*WORK TO BE COMPLETED*. In the entries that follow, how many lines contain "main"? Answer with the number only.
%%
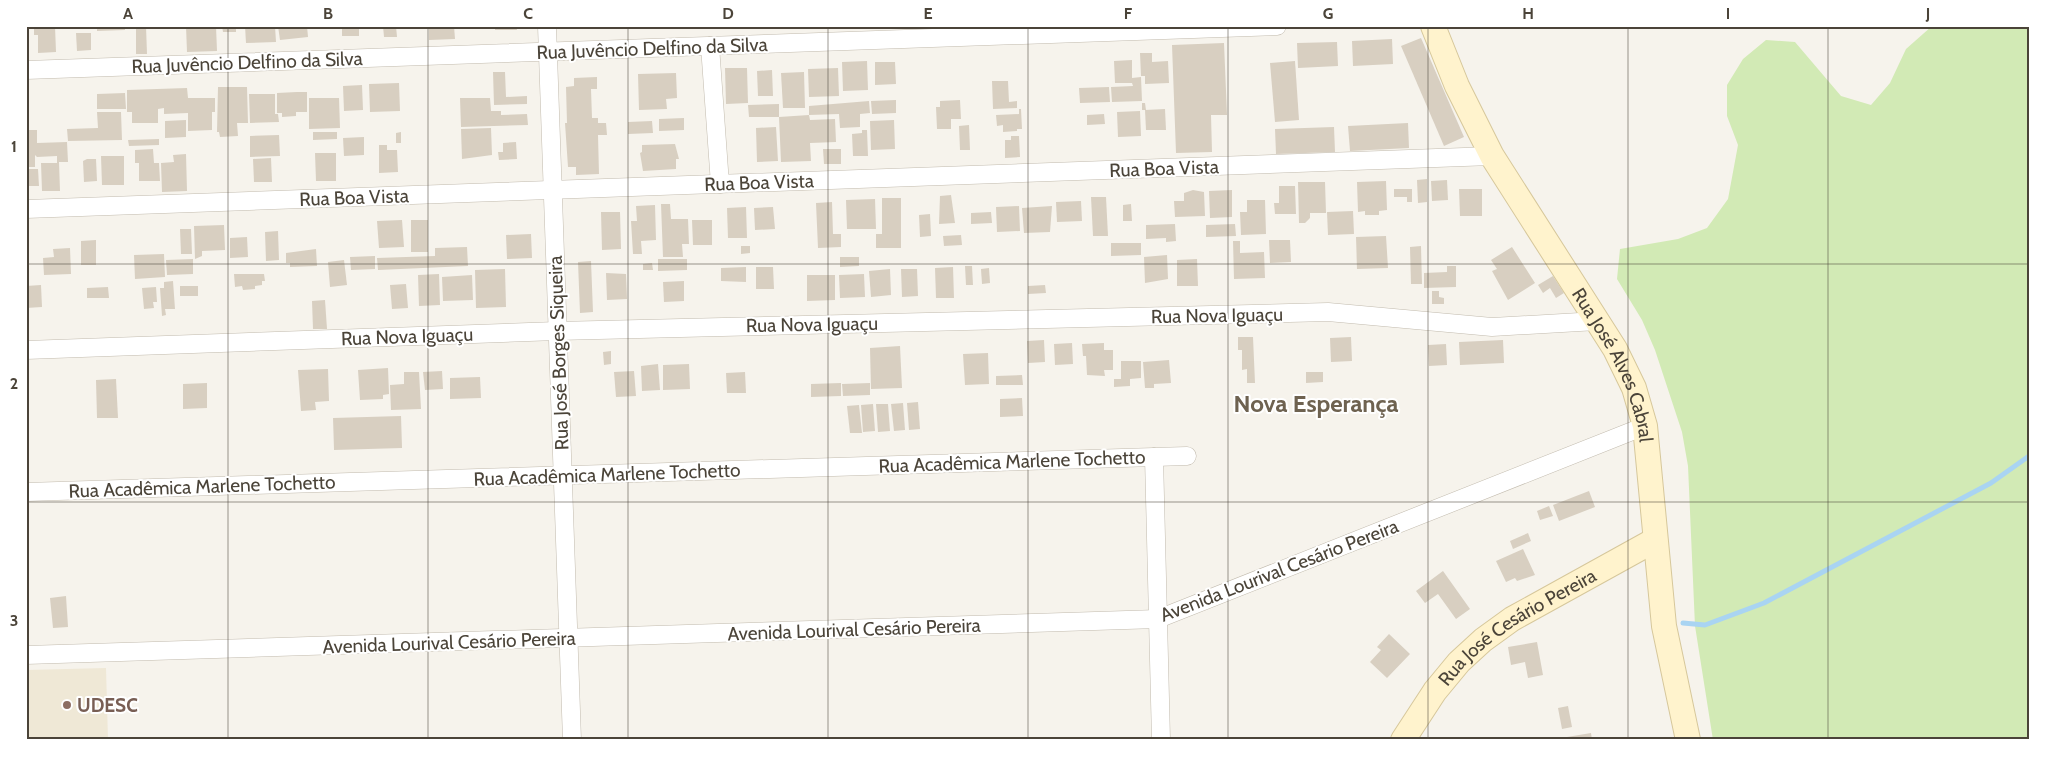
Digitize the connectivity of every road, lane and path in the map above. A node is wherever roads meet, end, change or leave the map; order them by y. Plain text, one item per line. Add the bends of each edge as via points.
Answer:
1 (547, 26) edge
2 (1277, 26) edge
3 (1433, 26) edge
4 (710, 46) junction
5 (548, 52) junction
6 (26, 70) edge
7 (1492, 156) junction
8 (720, 184) junction
9 (553, 190) junction
10 (26, 209) edge
11 (1597, 321) junction
12 (557, 331) junction
13 (26, 350) edge
14 (1645, 426) junction
15 (1188, 456) dead end
16 (1154, 457) junction
17 (563, 475) junction
18 (26, 492) edge
19 (1655, 540) junction
20 (1158, 619) junction
21 (568, 638) junction
22 (26, 655) edge
23 (572, 740) edge
24 (1161, 740) edge
25 (1403, 740) edge
26 (1688, 740) edge

1 - 5 street, Rua José Borges Siqueira
2 - 4 street, Rua Juvêncio Delfino da Silva
3 - 7 main road, Rua José Alves Cabral via 1457,86
4 - 5 street, Rua Juvêncio Delfino da Silva
4 - 8 street
5 - 6 street, Rua Juvêncio Delfino da Silva
5 - 9 street, Rua José Borges Siqueira
7 - 8 street, Rua Boa Vista
7 - 11 main road, Rua José Alves Cabral
8 - 9 street, Rua Boa Vista
9 - 10 street, Rua Boa Vista
9 - 12 street, Rua José Borges Siqueira
11 - 12 street, Rua Nova Iguaçu via 1492,327 1328,312
11 - 14 main road, Rua José Alves Cabral via 1634,388
12 - 13 street, Rua Nova Iguaçu
12 - 17 street, Rua José Borges Siqueira
14 - 19 main road, Rua José Alves Cabral
14 - 20 street, Avenida Lourival Cesário Pereira
15 - 16 street, Rua Acadêmica Marlene Tochetto
16 - 17 street, Rua Acadêmica Marlene Tochetto
16 - 20 street
17 - 18 street, Rua Acadêmica Marlene Tochetto
17 - 21 street, Rua José Borges Siqueira
19 - 25 main road, Rua José Cesário Pereira via 1512,619 1483,640 1435,691
19 - 26 main road, Rua José Alves Cabral via 1664,626
20 - 21 street, Avenida Lourival Cesário Pereira
20 - 24 street
21 - 22 street, Avenida Lourival Cesário Pereira
21 - 23 street, Rua José Borges Siqueira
%%
*ANSWER AREA*. 6